START MATERIAL SHOWN
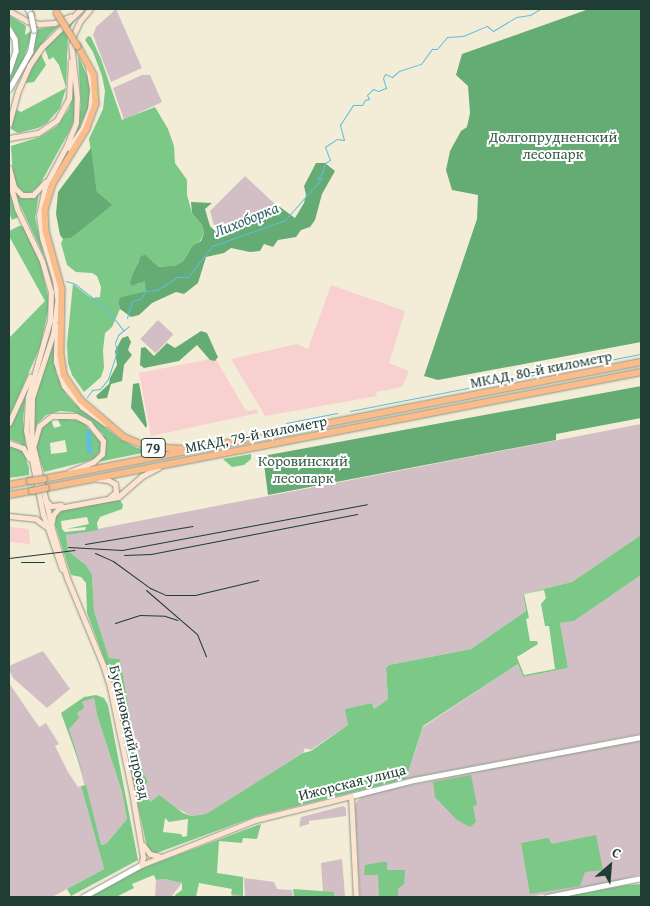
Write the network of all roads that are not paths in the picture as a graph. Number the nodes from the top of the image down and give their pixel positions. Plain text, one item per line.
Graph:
1 (28, 9) edge
2 (80, 9) edge
3 (90, 9) edge
4 (9, 11) edge
5 (56, 11) edge
6 (9, 29) edge
7 (71, 44) junction
8 (85, 58) junction
9 (9, 72) edge
10 (9, 89) edge
11 (9, 124) edge
12 (11, 137) edge
13 (58, 162) junction
14 (9, 168) edge
15 (52, 172) junction
16 (9, 179) edge
17 (57, 303) junction
18 (40, 356) junction
19 (641, 362) edge
20 (641, 372) edge
21 (445, 400) joint
22 (446, 410) joint
23 (9, 423) edge
24 (107, 424) junction
25 (9, 443) edge
26 (193, 449) junction
27 (34, 452) junction
28 (162, 466) junction
29 (32, 468) junction
30 (62, 475) junction
31 (92, 479) junction
32 (10, 485) edge
33 (10, 495) edge
34 (43, 496) junction
35 (9, 516) edge
36 (47, 529) junction
37 (53, 532) junction
38 (67, 578) junction
39 (641, 737) edge
40 (351, 796) junction
41 (140, 837) junction
42 (162, 856) junction
43 (142, 865) junction
44 (641, 878) edge
45 (83, 897) edge
46 (356, 897) edge
47 (547, 897) edge

1 - 10 street, bridge
2 - 4 main road
2 - 11 main road
3 - 7 main road
5 - 8 highway, bridge
6 - 9 street
7 - 12 main road
7 - 13 main road
8 - 13 main road
8 - 24 highway
13 - 15 main road
14 - 15 main road
15 - 17 main road
16 - 18 main road
17 - 24 main road
17 - 27 main road
18 - 23 main road
18 - 29 main road
19 - 21 highway, МКАД, 80-й километр
20 - 22 highway, МКАД, 80-й километр
21 - 26 highway, МКАД, 79-й километр
22 - 28 highway, МКАД, 79-й километр
24 - 26 highway, 79
25 - 29 main road
26 - 30 highway, МКАД, 79-й километр
27 - 30 main road
27 - 34 main road
28 - 31 highway, МКАД, 79-й километр
28 - 37 main road
29 - 36 main road
30 - 32 highway, МКАД, 79-й километр, bridge
31 - 33 highway, МКАД, 79-й километр, bridge
31 - 34 main road
34 - 37 main road
35 - 36 main road
36 - 38 main road
37 - 38 main road
38 - 41 main road, Бусиновский проезд
39 - 40 street, Ижорская улица
40 - 42 main road, Ижорская улица
40 - 46 main road
41 - 42 main road
41 - 43 main road, Бусиновский проезд
42 - 43 main road, Ижорская улица
43 - 45 street, Ижорская улица
44 - 47 street

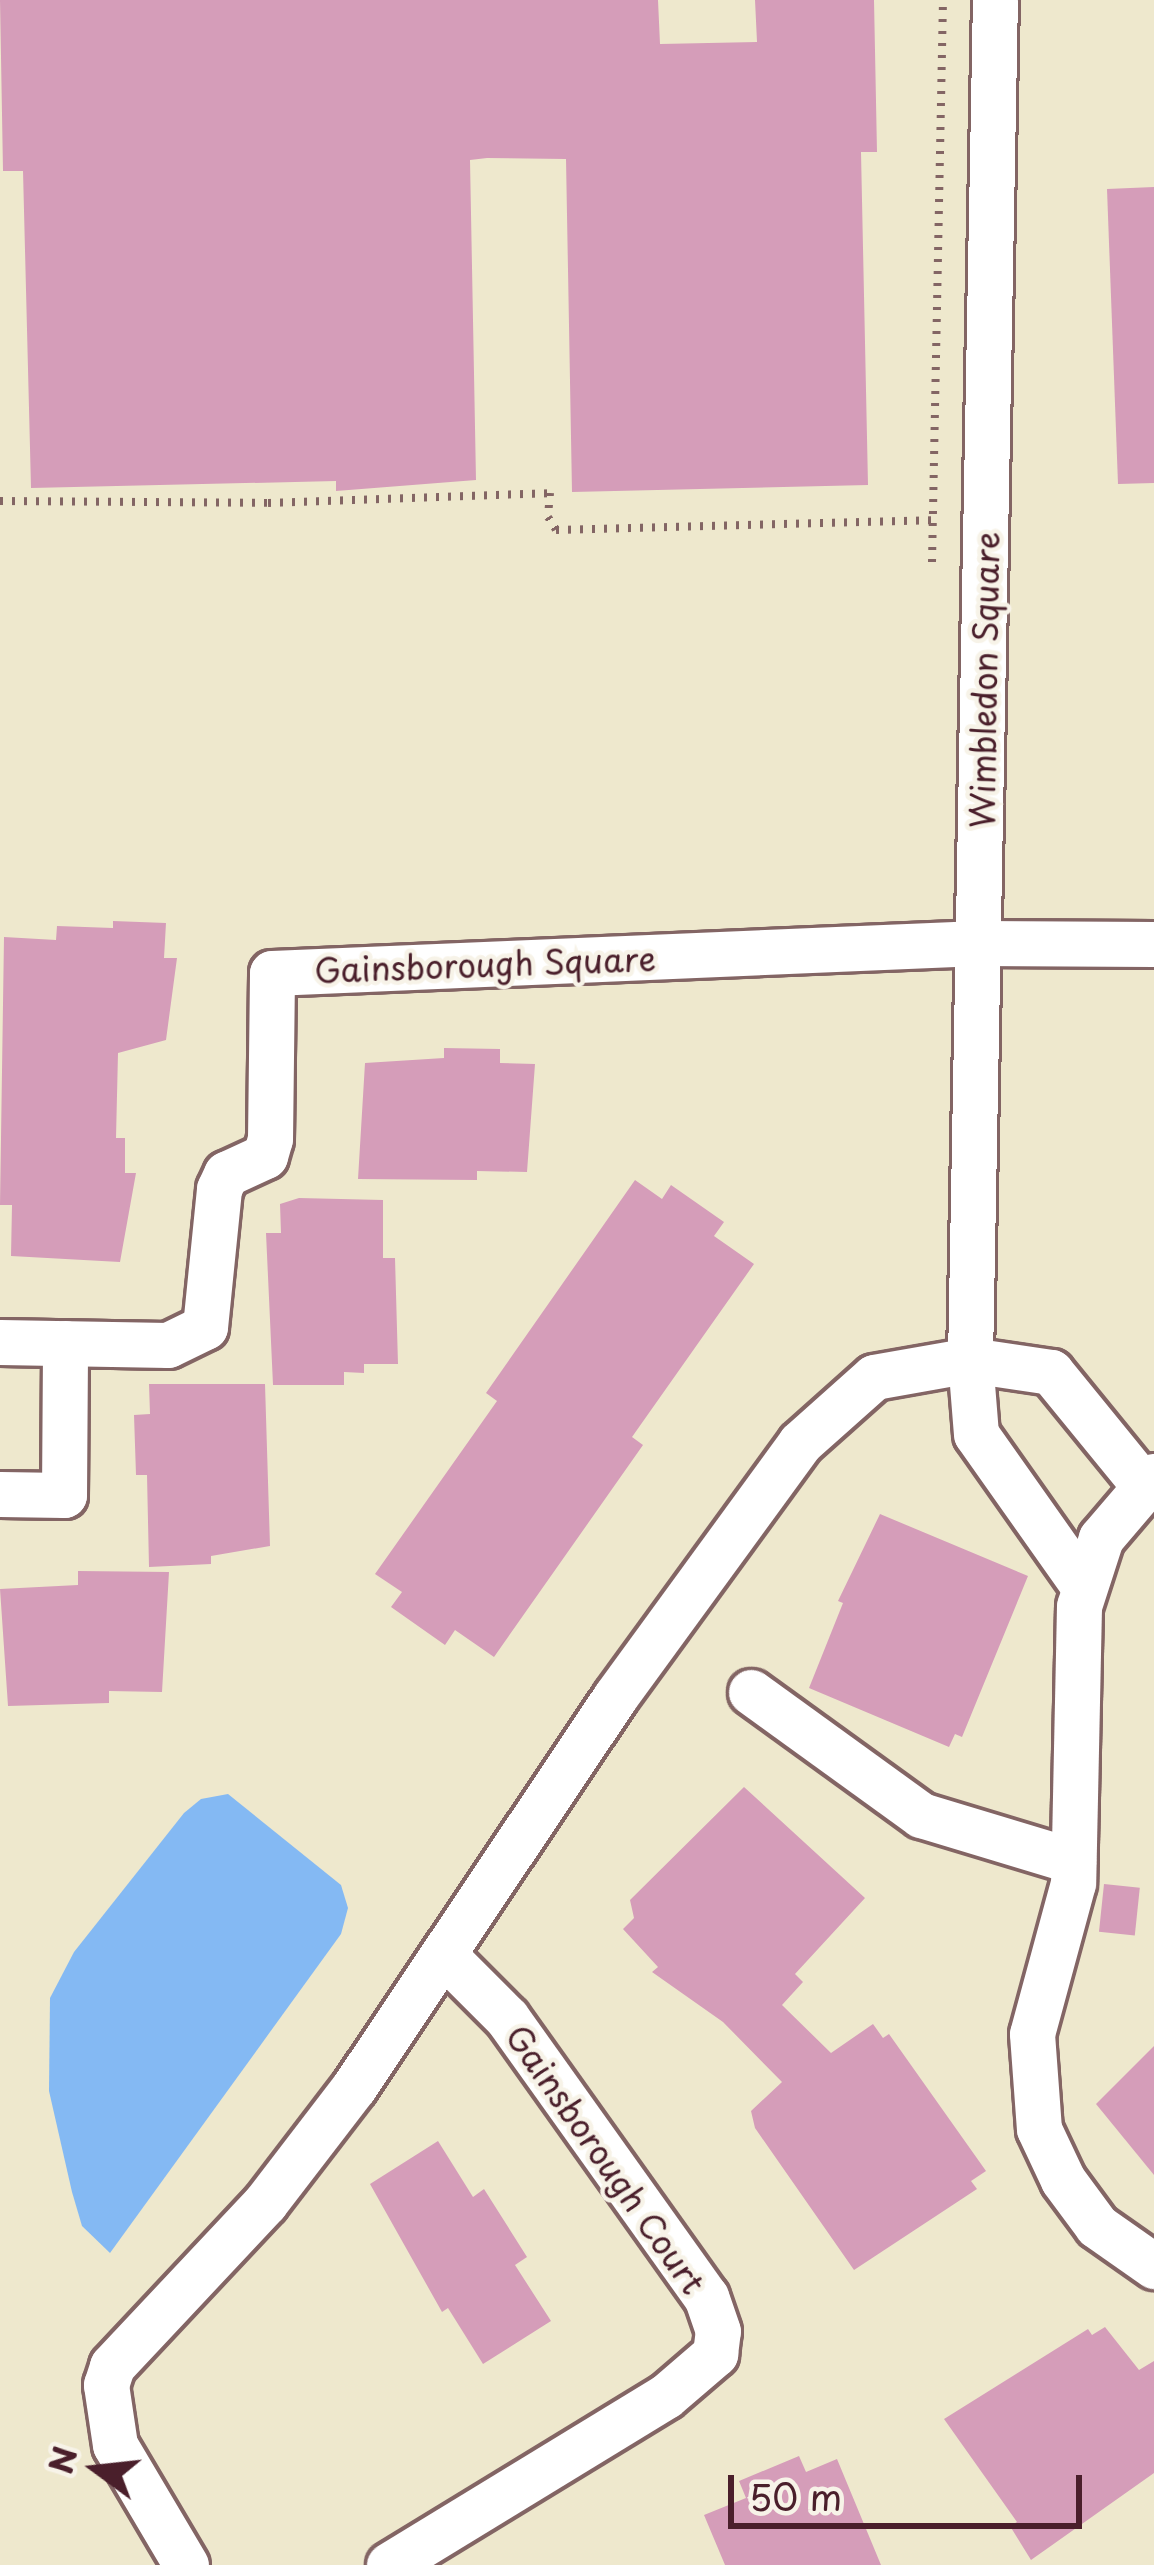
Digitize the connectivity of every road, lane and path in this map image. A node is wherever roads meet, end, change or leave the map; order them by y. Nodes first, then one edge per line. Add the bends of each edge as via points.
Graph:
1 (944, 0) edge
2 (995, 0) edge
3 (0, 501) edge
4 (932, 520) junction
5 (932, 562) dead end
6 (978, 943) junction
7 (1154, 944) edge
8 (0, 1342) edge
9 (65, 1343) junction
10 (970, 1360) junction
11 (1148, 1480) edge
12 (0, 1494) edge
13 (1084, 1587) junction
14 (751, 1692) dead end
15 (1073, 1861) junction
16 (446, 1957) junction
17 (1154, 2266) edge
18 (186, 2565) edge
19 (389, 2565) edge

1 - 4 path
2 - 6 street, Wimbledon Square
3 - 4 path via 550,493 556,530
4 - 5 path
6 - 7 street, Gainsborough Square
6 - 9 street, Gainsborough Square via 272,973 270,1139 265,1156 226,1174 219,1189 205,1328 168,1345
6 - 10 street, Wimbledon Square
8 - 9 street, Gainsborough Square
9 - 12 street via 64,1495
10 - 11 street via 1052,1372
10 - 13 street, Wimbledon Square via 976,1434
10 - 16 street via 874,1377 800,1443 615,1697
11 - 13 street via 1102,1538
13 - 15 street
14 - 15 street via 921,1814
15 - 17 street via 1032,2034 1036,2113 1063,2180 1097,2226
16 - 18 street via 265,2203 112,2366 106,2385 115,2445
16 - 19 street, Gainsborough Court via 507,2018 706,2297 718,2331 715,2354 666,2396

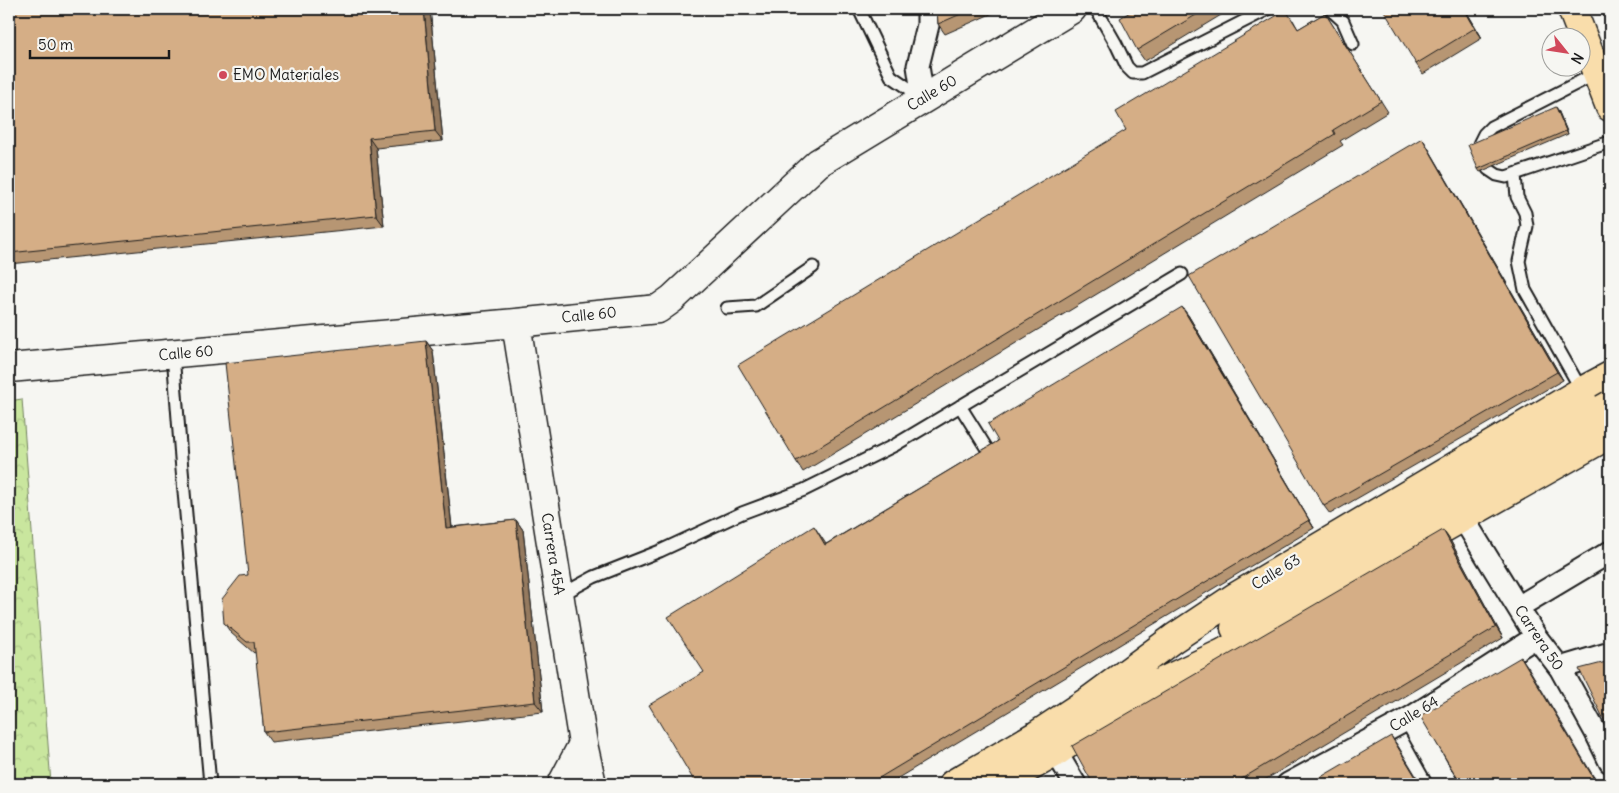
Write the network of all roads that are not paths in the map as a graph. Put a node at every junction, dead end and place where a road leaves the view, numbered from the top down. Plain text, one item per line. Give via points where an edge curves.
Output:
1 (859, 9) edge
2 (928, 9) edge
3 (1072, 9) edge
4 (1096, 9) edge
5 (1268, 9) edge
6 (1330, 9) edge
7 (1572, 9) edge
8 (1353, 44) dead end
9 (1597, 73) junction
10 (924, 98) junction
11 (1610, 107) edge
12 (1610, 142) edge
13 (1479, 144) edge
14 (1488, 169) edge
15 (1515, 175) junction
16 (813, 267) dead end
17 (1182, 274) dead end
18 (727, 308) dead end
19 (516, 323) junction
20 (173, 354) junction
21 (9, 368) edge
22 (1610, 376) edge
23 (1582, 391) junction
24 (1610, 405) edge
25 (960, 406) junction
26 (1609, 428) edge
27 (987, 449) edge
28 (1463, 518) junction
29 (1610, 552) edge
30 (560, 596) junction
31 (1518, 607) junction
32 (1536, 637) junction
33 (1610, 653) edge
34 (1560, 668) junction
35 (1141, 692) junction
36 (1410, 718) junction
37 (583, 744) junction
38 (1056, 752) junction
39 (1610, 762) edge
40 (210, 784) edge
41 (562, 784) edge
42 (592, 784) edge
43 (953, 784) edge
44 (1000, 784) edge
45 (1075, 784) edge
46 (1288, 784) edge
47 (1447, 784) edge

1 - 10 lane via 892,76
2 - 10 street via 928,25 918,66
3 - 10 street, Calle 60
4 - 5 lane via 1133,73 1142,73
6 - 8 lane via 1343,21
7 - 9 main road
9 - 11 main road
9 - 13 lane via 1491,127
10 - 19 street, Calle 60 via 818,163 658,309
12 - 15 lane
14 - 15 lane via 1497,175
15 - 23 lane via 1517,197 1527,226 1518,261 1525,290
16 - 18 lane via 756,306
17 - 25 lane
19 - 20 street, Calle 60
19 - 30 street, Carrera 45A
20 - 21 street, Calle 60
20 - 40 lane
22 - 23 main road, Calle 63
23 - 26 main road via 1605,404
23 - 43 main road, Calle 63 via 1237,596 1090,700
24 - 35 main road via 1305,582
25 - 27 lane
25 - 30 lane via 895,445 804,490 594,577
26 - 28 main road
28 - 31 street, Carrera 50
28 - 35 main road via 1223,653
29 - 31 street
30 - 37 street, Carrera 45A
31 - 32 street, Carrera 50
32 - 34 street, Carrera 50
32 - 36 street, Calle 64
33 - 34 street
34 - 39 street, Carrera 50
35 - 38 main road
36 - 46 street, Calle 64
36 - 47 street
37 - 41 street
37 - 42 street, Carrera 45A
38 - 44 main road
38 - 45 street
END MATERIAL SHOWN
EXERCISE: Pull together all lines from the data that mention the word "МКАД".

SOLVED PROBLEM:
19 - 21 highway, МКАД, 80-й километр
20 - 22 highway, МКАД, 80-й километр
21 - 26 highway, МКАД, 79-й километр
22 - 28 highway, МКАД, 79-й километр
26 - 30 highway, МКАД, 79-й километр
28 - 31 highway, МКАД, 79-й километр
30 - 32 highway, МКАД, 79-й километр, bridge
31 - 33 highway, МКАД, 79-й километр, bridge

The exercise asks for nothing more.